"Benefit of clergy" in a defense to criminal prosecution?

Don’t ask me why I was perusing the Georgia Annotated code. I guess it was boredom.

But, I came across this section where it is written:

What was the “benefit of clergy”, and why is it considered ‘ancient’?

Tripler
Trust me, if I commit a crime, I’ll prolly need a preacher.

Benefit of Clergy
Originally, it excepted members of the clergy from secular law and allowed them to be tried under ecclesiastical law (church law) instead. Eventually it was modified into just a convention of granting more lenient sentences to clergy.

Not quite. It was extended to cover all those who could prove they were a ‘cleric’ by reciting what was popularly termed the Neck Verse, ie the 51st Psalm. Anyone who could read or recite this in court was granted benefit of clergy. The playwright Ben Jonson famously escaped the gallows for murder by reciting the neck verse.

Benefit of Clergy

Thus Benefit of Clergy expanded from covering genuine members of the clergy (initially the only ones who were literate) to anyone who could read until it was finally abolished in 1827 (although it had been progressively weakened before that time).

When a Boston jury convicted a number of British soldiers of murder, they escaped punishment by this then-ancient and obscure protection. How? I have no idea. Popular histories go into no more detail than that.

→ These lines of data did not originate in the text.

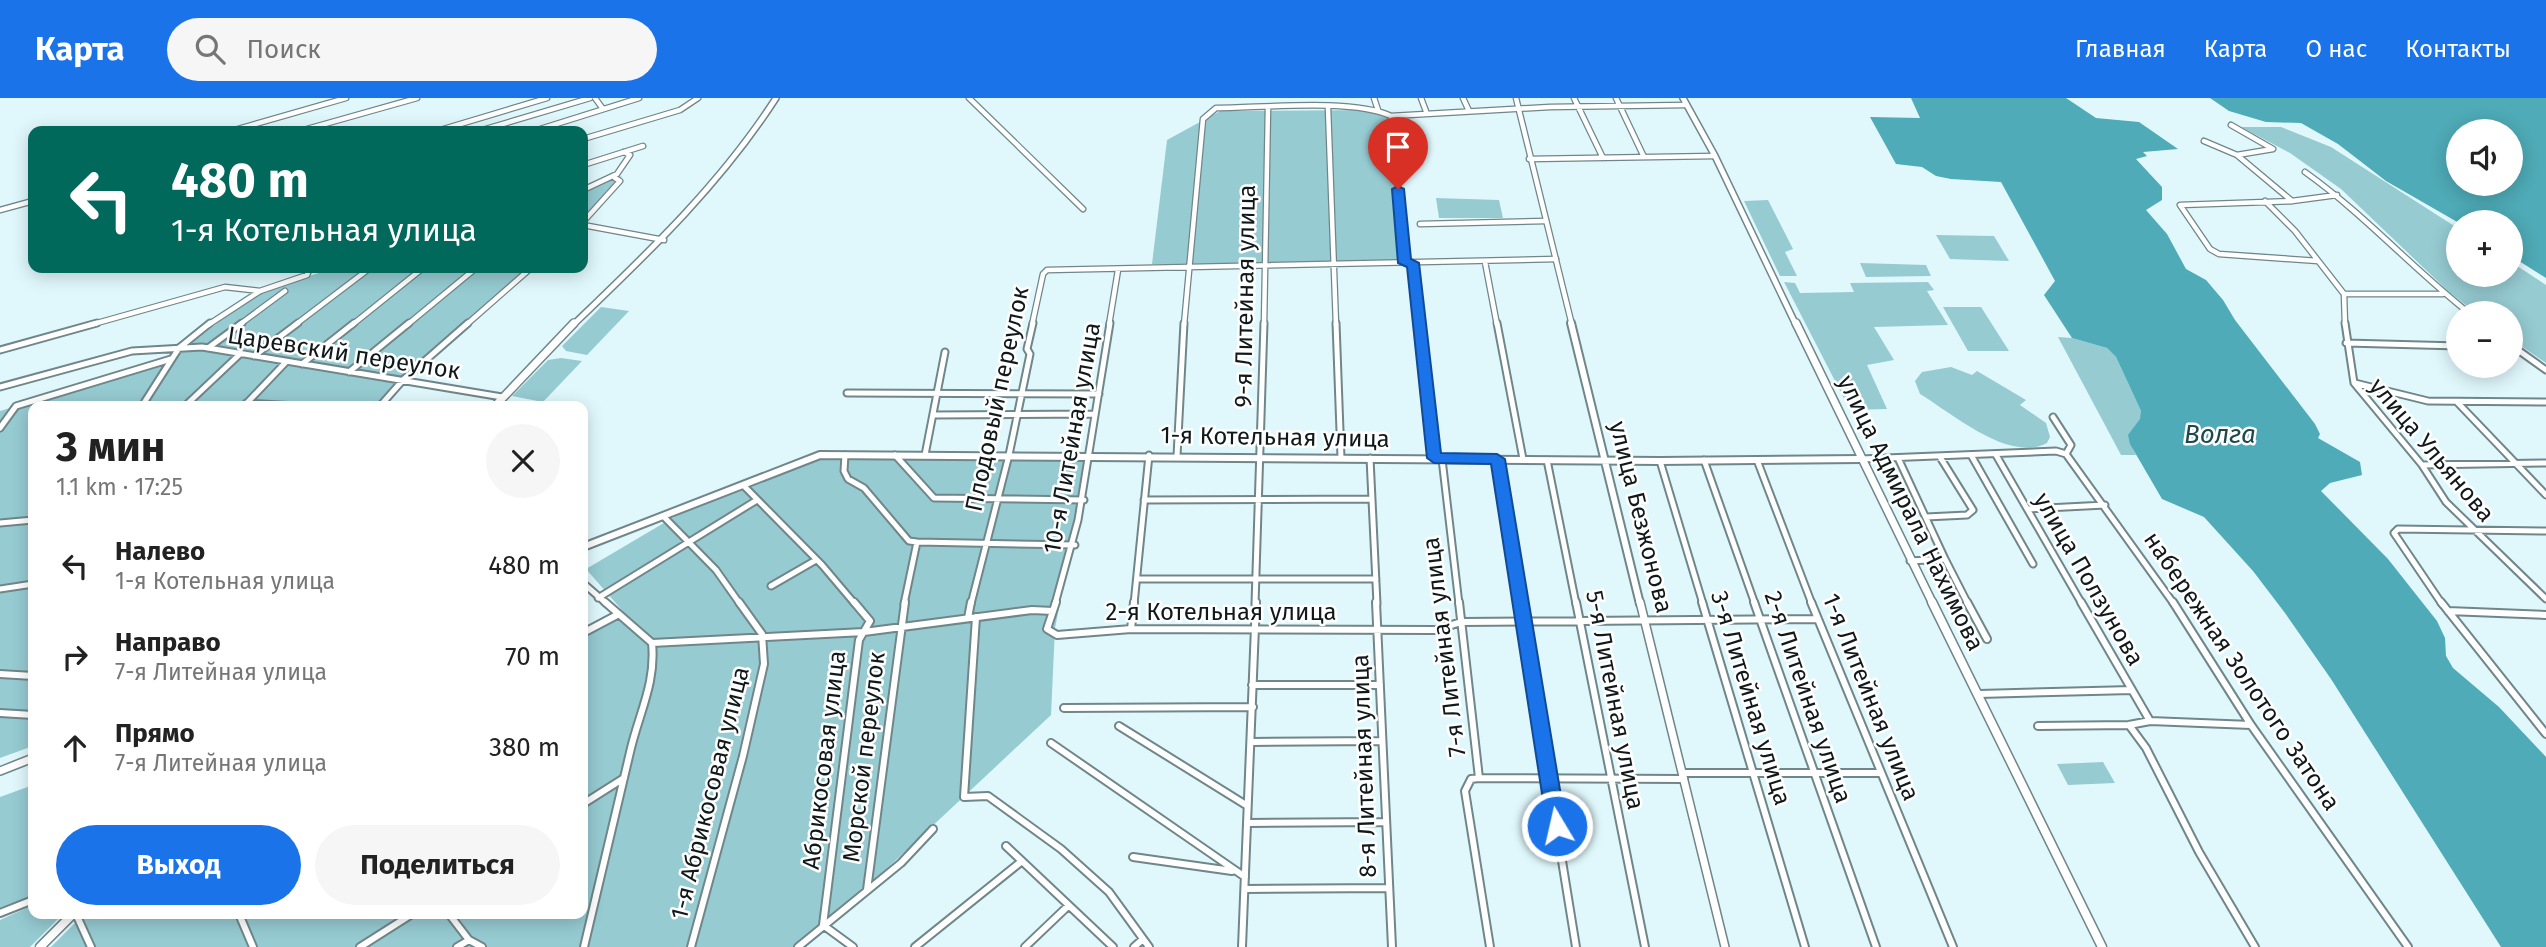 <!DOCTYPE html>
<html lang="ru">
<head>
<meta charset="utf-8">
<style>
	:root { --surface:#fff; --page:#f6f6f6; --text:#222; --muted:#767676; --accent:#1a73e8 }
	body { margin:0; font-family:"Fira Sans",sans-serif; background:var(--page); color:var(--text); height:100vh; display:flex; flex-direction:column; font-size:26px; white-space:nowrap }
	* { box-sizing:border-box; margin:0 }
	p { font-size:23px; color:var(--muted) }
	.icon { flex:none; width:38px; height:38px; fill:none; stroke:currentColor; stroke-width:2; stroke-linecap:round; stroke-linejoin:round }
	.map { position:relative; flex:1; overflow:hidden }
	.drawer { position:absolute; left:28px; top:303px; width:560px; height:518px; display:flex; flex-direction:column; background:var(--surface); border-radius:14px; box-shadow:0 4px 18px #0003 }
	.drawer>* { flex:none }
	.banner { position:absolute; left:28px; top:28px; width:560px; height:147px; border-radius:14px; box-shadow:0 4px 18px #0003; background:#00695c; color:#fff; overflow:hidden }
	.fabs { position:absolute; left:2446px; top:21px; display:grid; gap:14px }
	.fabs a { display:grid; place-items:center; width:77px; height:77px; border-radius:50%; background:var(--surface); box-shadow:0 4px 18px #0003; font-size:35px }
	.pin { position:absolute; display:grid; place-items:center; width:60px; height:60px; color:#fff; margin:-72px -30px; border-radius:50% 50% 50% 0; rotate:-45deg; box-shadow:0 0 7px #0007 }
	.pin .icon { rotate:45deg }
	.me { position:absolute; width:77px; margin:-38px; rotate:351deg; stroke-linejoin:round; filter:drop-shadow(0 0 5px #0008) }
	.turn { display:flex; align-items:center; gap:24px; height:147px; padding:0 28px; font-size:32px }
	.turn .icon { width:91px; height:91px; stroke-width:2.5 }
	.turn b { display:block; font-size:49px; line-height:60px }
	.round { display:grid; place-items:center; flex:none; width:74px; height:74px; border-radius:37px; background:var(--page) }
	.headline { display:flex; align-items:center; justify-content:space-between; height:119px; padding:0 28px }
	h1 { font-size:42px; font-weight:700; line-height:52px }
	.primary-button { display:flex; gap:14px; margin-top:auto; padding:14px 28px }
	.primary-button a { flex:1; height:80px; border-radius:42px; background:var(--accent); color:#fff; font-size:28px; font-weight:700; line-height:80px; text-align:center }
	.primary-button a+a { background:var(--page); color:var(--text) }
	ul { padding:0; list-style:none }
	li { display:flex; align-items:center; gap:21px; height:91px; padding:0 28px }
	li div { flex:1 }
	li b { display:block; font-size:26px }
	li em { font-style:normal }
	header { display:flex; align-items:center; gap:42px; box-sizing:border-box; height:98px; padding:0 35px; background:var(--accent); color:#fff }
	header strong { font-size:33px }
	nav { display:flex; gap:38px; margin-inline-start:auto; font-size:24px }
	.search { width:490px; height:63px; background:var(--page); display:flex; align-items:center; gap:18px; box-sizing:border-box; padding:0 24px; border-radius:38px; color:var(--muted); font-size:26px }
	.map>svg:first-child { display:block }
	.green { fill:#96cbd2 }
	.water { fill:#4eabb7; fill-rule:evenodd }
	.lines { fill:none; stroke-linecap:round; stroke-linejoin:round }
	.minor-far2-casing { stroke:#708689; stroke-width:7 }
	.minor-far1-casing { stroke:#708689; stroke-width:9 }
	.minor-casing { stroke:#708689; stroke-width:10 }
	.tertiary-far2-casing { stroke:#708689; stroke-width:7 }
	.tertiary-far1-casing { stroke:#708689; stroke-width:10 }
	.tertiary-casing { stroke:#708689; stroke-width:10 }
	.secondary-far2-casing { stroke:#708689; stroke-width:8 }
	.secondary-far1-casing { stroke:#708689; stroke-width:10 }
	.secondary-casing { stroke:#708689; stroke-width:11 }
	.minor-far2 { stroke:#fff; stroke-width:4.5 }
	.minor-far1 { stroke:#fff; stroke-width:5 }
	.minor { stroke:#fff; stroke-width:6 }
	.tertiary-far2 { stroke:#fff; stroke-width:4.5 }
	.tertiary-far1 { stroke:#fff; stroke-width:6 }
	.tertiary { stroke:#fff; stroke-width:7 }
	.secondary-far2 { stroke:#fff; stroke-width:5 }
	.secondary-far1 { stroke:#fff; stroke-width:7 }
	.secondary { stroke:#fff; stroke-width:8 }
	.route { fill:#1a73e8; stroke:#114b97; stroke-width:2 }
	.labels { text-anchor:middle; stroke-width:5; stroke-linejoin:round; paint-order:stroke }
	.street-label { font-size:24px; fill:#10181a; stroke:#fff }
	.water-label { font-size:26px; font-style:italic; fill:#1e484e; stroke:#fff }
</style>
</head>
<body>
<header>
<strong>Карта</strong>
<div class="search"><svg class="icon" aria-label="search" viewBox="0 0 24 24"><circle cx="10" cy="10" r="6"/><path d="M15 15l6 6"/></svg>Поиск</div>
<nav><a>Главная</a><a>Карта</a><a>О нас</a><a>Контакты</a></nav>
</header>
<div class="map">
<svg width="2546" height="849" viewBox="0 0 2546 849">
	<rect width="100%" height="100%" fill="#e0f8fc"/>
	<path class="green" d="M1372,12L1390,19L1394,88L1405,165L1152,166L1167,42L1220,13Z
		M2241,29H2281L2331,49L2459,131V177H2511V164L2546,187V265L2511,241V215H2476L2449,194L2341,91L2290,55Z
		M622,78L583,120V90Z
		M1436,100L1499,102L1503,120H1439Z
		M1768,102L1793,151L1785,154L1797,178H1780L1744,103Z
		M1936,137L1994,138L2009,163L1950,161Z
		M1860,165L1926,167L1931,178L1866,179Z
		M335,170H528L376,308H33V648L0,660V313L172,261L255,195Z
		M1784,184L1795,185L1800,195L1854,194L1850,185L1928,184L1934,192L1927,193L1948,227L1874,229L1894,262L1867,267L1887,311L1850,312Z
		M601,209L629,213L587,257L566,253L562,248Z
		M1943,209H1981L2009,253H1968Z
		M2058,239L2072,240L2107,250L2116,259L2141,313V321C2131,334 2127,341 2136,357H2121Z
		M561,260L582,263L543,304L512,298L548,262Z
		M1951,269L1972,277L1977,273L2026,302L2020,307L2046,325L2050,339L2047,345C2009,365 1953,316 1920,296L1915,283L1922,274Z
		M1089,359L1055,530L1051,617L803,849H51L84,816H583V531L621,511L586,471L674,419L739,390L820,360Z
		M2103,664L2115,685L2068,687L2057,666Z
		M33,687V798L0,812V699Z
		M33,807V816H63L30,849H0V822Z"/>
	<path class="water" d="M1911,0H2066L2096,20L2139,24L2178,51L2143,54L2147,58L2136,61L2162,89V102L2146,112L2167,136L2186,171L2206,182L2223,202L2235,222L2315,326L2320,336L2318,340L2360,364L2362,377L2330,385L2321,393L2388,461L2437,523L2445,540L2446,558L2453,570L2499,609L2546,659V849H2501L2331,581L2285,515L2253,473L2204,419L2162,401L2130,346L2128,337L2140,321L2141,313L2116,259L2107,250L2072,240L2044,197L2055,183L2001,84L1951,81L1936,78L1922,69L1896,66L1870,19L1920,20Z
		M2210,0H2546V180L2511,158V124L2459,125L2386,83L2338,46L2301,25L2266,24L2229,13ZM2459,33H2511V86H2459Z"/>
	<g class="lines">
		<g class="minor-far2-casing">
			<path id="minor-far2" d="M595,0L603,11
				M969,0L1083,111
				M1374,0L1378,12
				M1421,0L1427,16
				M1463,0L1469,13
				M1574,0L1603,60
				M1616,0L1644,59
				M1328,10L1336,227
				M1391,18L1405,165
				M2231,27L2273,51L2237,57
				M231,33L346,0
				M300,33L417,0
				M437,33L547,0
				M479,33L590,0
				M534,33L639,0
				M583,41L680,12L698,0
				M2204,43L2237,57L2292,103
				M1529,61L1715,58
				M583,67L643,48
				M2305,74C2364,116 2412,170 2469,215
				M583,92L617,76L630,57L624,54
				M2265,103L2295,133L2344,196L2345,227
				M0,112L33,103
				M583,124L620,83L615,80
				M1420,126L1546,123
				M583,127L664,142
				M2318,163L2219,156L2210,151L2180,107L2292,103L2337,97
				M1485,164L1497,227
				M1413,165L1420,227
				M2344,196H2443
				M90,227L225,189L260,193
				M208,227L260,193L307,177L310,170
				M239,227L285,193
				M295,227L370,170
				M352,227L423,170
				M407,227L476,170
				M466,227L531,170
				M1032,227L1043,176L1047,172L1556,161
				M1109,227L1118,172
				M1184,227L1203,21L1216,10C1261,10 1352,0 1391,18L1550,9L1686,7
				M1264,227L1268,9"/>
		</g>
		<g class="minor-far1-casing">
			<path id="minor-far1" d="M1336,225L1341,360
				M1419,225L1434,360
				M1497,225L1523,361
				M2345,225L2354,285L2422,367L2446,404L2546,501
				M2346,245L2459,248
				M2511,247L2546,272
				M208,250L242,225
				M0,252L97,225
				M254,258L298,225
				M302,266L354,225
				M349,274L409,225
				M2355,285L2428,303L2546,304
				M0,289L132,253L202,249L502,299
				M847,295L1099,296
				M2457,304L2546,397
				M246,305L297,308
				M142,308L179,250L210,225
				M185,308L240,256
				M244,308L286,264
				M380,308L403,282L468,225
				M934,317L1095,316
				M2053,319L2071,347L2066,356L2174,506
				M0,330L16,308L171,261
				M845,357L844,373L848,381L864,390L909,443L917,444L904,506
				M895,357L934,400L1084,402
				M925,357L945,254
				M1971,357L2033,466
				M1996,357L2082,506
				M1177,358L1184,225
				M1370,360L1377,506
				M1898,360L1945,461
				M1442,361L1459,506
				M1497,361L1520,506
				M1861,361L2056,353L2066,356
				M1547,362L1576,506
				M1704,362L1755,506
				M1757,362L1812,506
				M1660,363L1703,506
				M2422,367L2546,365
				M743,387L822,467L855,506
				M1144,402L1372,401
				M2028,411L2105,407
				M663,418L716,472L740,506
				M1926,419L1967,417L1973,412L1940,359
				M0,425L33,422
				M917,444L1075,447
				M1910,463L1945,461L1968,506
				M1137,481H1376
				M583,485L607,506
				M771,488L816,462
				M0,491L33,486
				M598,500L757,402
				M971,506L1009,357L1030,256L1027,251L1033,225
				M1055,506L1078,422L1110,225
				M1134,506L1149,357
				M1255,506L1264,225
				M2442,506L2394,435L2398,431L2546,433"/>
		</g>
		<g class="minor-casing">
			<path id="minor" d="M605,504L652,545
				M1056,504L1047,531L1057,537L1131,531L1436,532L1461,524L1818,521
				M1376,504L1392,849
				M1459,504L1479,680L1471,681L1465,693L1490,849
				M1520,504L1576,849
				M1576,504L1645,849
				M1702,504L1805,849
				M1754,504L1876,849
				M1811,504L1953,849
				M1967,504L1987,541
				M2081,504L2150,623
				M2173,504L2251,627L2408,849
				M2441,504L2546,636
				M2448,513L2546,517
				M976,519L964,699L988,698L1061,751L1109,794L1149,849
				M968,520L971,504
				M1131,531L1134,504
				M583,535L617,517
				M652,545L864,534L1032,512L1053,513
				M0,576L33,578
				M1252,587H1380
				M1979,596L2132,592
				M1064,610L1253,609
				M0,615L33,617
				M2129,627L2146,650L2199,754L2255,849
				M1119,628L1246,707
				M2038,628L2129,627L2150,623L2251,627
				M1251,644L1382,643
				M1051,645L1245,779
				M1683,675H1881
				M1479,680L1684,681
				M583,706L624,680
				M1248,725L1386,724
				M1006,748L1113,849
				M1133,759L1232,773
				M1245,791L1389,790
				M867,792L905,504
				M0,815L33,802
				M76,816L91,849
				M239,816L253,849
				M449,816L469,842L482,849
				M823,827L859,542L870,523L854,504
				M823,827L853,849
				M360,849L412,816
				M457,849L469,842
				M584,849C600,783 615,716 631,650C640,613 656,584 652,545
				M691,849L743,658L764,566L762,536L739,504
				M798,849L901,765L933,731
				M915,849L1022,763
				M1025,849L1068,808
				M1134,849L1143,841
				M1242,849L1256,504"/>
		</g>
		<g class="tertiary-far2-casing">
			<path id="tertiary-far2" d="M1516,0L1572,227"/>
		</g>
		<g class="tertiary-far1-casing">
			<path id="tertiary-far1" d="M1571,225L1640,506
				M583,449L820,357L1660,363L1861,361"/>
		</g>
		<g class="tertiary-casing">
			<path id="tertiary" d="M1640,504L1725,849
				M0,673L33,660"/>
		</g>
		<g class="secondary-far2-casing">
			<path id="secondary-far2" d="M1683,0L1715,58L1796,227
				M573,227C647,156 720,87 776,0"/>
		</g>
		<g class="secondary-far1-casing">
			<path id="secondary-far1" d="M1796,225L1933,506
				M495,308L574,225"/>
		</g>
		<g class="secondary-casing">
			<path id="secondary" d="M1932,504L2102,849
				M40,849L73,816"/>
		</g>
		<use href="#minor-far2" class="minor-far2"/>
		<use href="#minor-far1" class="minor-far1"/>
		<use href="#minor" class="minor"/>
		<use href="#tertiary-far2" class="tertiary-far2"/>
		<use href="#tertiary-far1" class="tertiary-far1"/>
		<use href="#tertiary" class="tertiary"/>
		<use href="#secondary-far2" class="secondary-far2"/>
		<use href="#secondary-far1" class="secondary-far1"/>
		<use href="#secondary" class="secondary"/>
	</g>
	<path class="route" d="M1398,88L1404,91L1411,161L1419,165L1441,355L1497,356L1505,361L1566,728L1563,734L1557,737L1550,734L1547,728L1491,366L1434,365L1427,360L1407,169L1398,165L1392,91Z"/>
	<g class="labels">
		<g class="street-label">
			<text transform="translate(1245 198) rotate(-89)" y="8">9-я Литейная улица</text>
			<text transform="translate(344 255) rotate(9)" y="8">Царевский переулок</text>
			<text transform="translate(997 301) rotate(-78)" y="8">Плодовый переулок</text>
			<text transform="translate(1275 339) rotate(1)" y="8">1-я Котельная улица</text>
			<text transform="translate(1072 340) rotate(-80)" y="8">10-я Литейная улица</text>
			<text transform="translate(2432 352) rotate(50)" y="8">улица Ульянова</text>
			<text transform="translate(1911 415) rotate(64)" y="8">улица Адмирала Нахимова</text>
			<text transform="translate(1641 419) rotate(76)" y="8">улица Безжонова</text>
			<text transform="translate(2089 481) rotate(60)" y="8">улица Ползунова</text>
			<text x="1221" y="522">2-я Котельная улица</text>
			<text transform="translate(1444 549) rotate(-97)" y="8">7-я Литейная улица</text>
			<text transform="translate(2242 573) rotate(56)" y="8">набережная Золотого Затона</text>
			<text transform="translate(1808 599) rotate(71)" y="8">2-я Литейная улица</text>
			<text transform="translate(1871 599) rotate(68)" y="8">1-я Литейная улица</text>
			<text transform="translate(1751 600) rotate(73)" y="8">3-я Литейная улица</text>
			<text transform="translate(1615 602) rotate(79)" y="8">5-я Литейная улица</text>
			<text transform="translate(864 659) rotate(-83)" y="8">Морской переулок</text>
			<text transform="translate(824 662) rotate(-83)" y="8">Абрикосовая улица</text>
			<text transform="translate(1364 668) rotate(-92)" y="8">8-я Литейная улица</text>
			<text transform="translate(710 695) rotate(-76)" y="8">1-я Абрикосовая улица</text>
		</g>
		<g class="water-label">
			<text x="2220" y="345">Волга</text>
		</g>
	</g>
</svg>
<div class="fabs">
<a><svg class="icon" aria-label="sound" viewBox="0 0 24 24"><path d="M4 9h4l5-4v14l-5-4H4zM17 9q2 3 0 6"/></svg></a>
<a>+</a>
<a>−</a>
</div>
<div class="pin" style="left:1398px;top:91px;background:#d93025"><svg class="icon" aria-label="arrive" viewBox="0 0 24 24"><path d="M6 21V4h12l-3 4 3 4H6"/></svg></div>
<svg class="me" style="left:1557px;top:728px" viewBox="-20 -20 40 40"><circle r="17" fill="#1a73e8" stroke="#fff" stroke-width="3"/><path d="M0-11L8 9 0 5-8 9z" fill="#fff"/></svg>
<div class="banner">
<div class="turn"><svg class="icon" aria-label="left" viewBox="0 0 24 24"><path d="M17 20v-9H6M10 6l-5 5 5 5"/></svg><div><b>480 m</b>1-я Котельная улица</div></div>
</div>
<section class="drawer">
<div class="headline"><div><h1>3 мин</h1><p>1.1 km · 17:25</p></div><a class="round"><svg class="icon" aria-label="close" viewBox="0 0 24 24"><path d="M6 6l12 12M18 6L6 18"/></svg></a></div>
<ul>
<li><svg class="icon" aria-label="left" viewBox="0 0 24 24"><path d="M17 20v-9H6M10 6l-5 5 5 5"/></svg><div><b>Налево</b><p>1-я Котельная улица</p></div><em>480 m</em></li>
<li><svg class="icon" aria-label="right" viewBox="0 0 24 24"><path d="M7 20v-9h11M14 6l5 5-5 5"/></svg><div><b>Направо</b><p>7-я Литейная улица</p></div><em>70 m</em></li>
<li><svg class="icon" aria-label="ahead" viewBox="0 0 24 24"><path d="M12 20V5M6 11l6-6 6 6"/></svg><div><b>Прямо</b><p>7-я Литейная улица</p></div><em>380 m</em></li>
</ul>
<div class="primary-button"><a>Выход</a><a>Поделиться</a></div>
</section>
</div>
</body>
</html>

You’re thinking of the Boston Massacre. Two of the eight soldiers were found guilty of murder, but their lawyer, John Adams, had them read the Neck Verse in court thus reducing the charges to manslaughter. They were branded on the thumb and released. Does benefit of clergy actually still exist in any state?

OK, so what is the Neck Verse?

The 51st Psalm:

(O God, have mercy upon me, according to thine heartfelt mercifulness.

Great thread. That Kipling story’s title finally makes sense.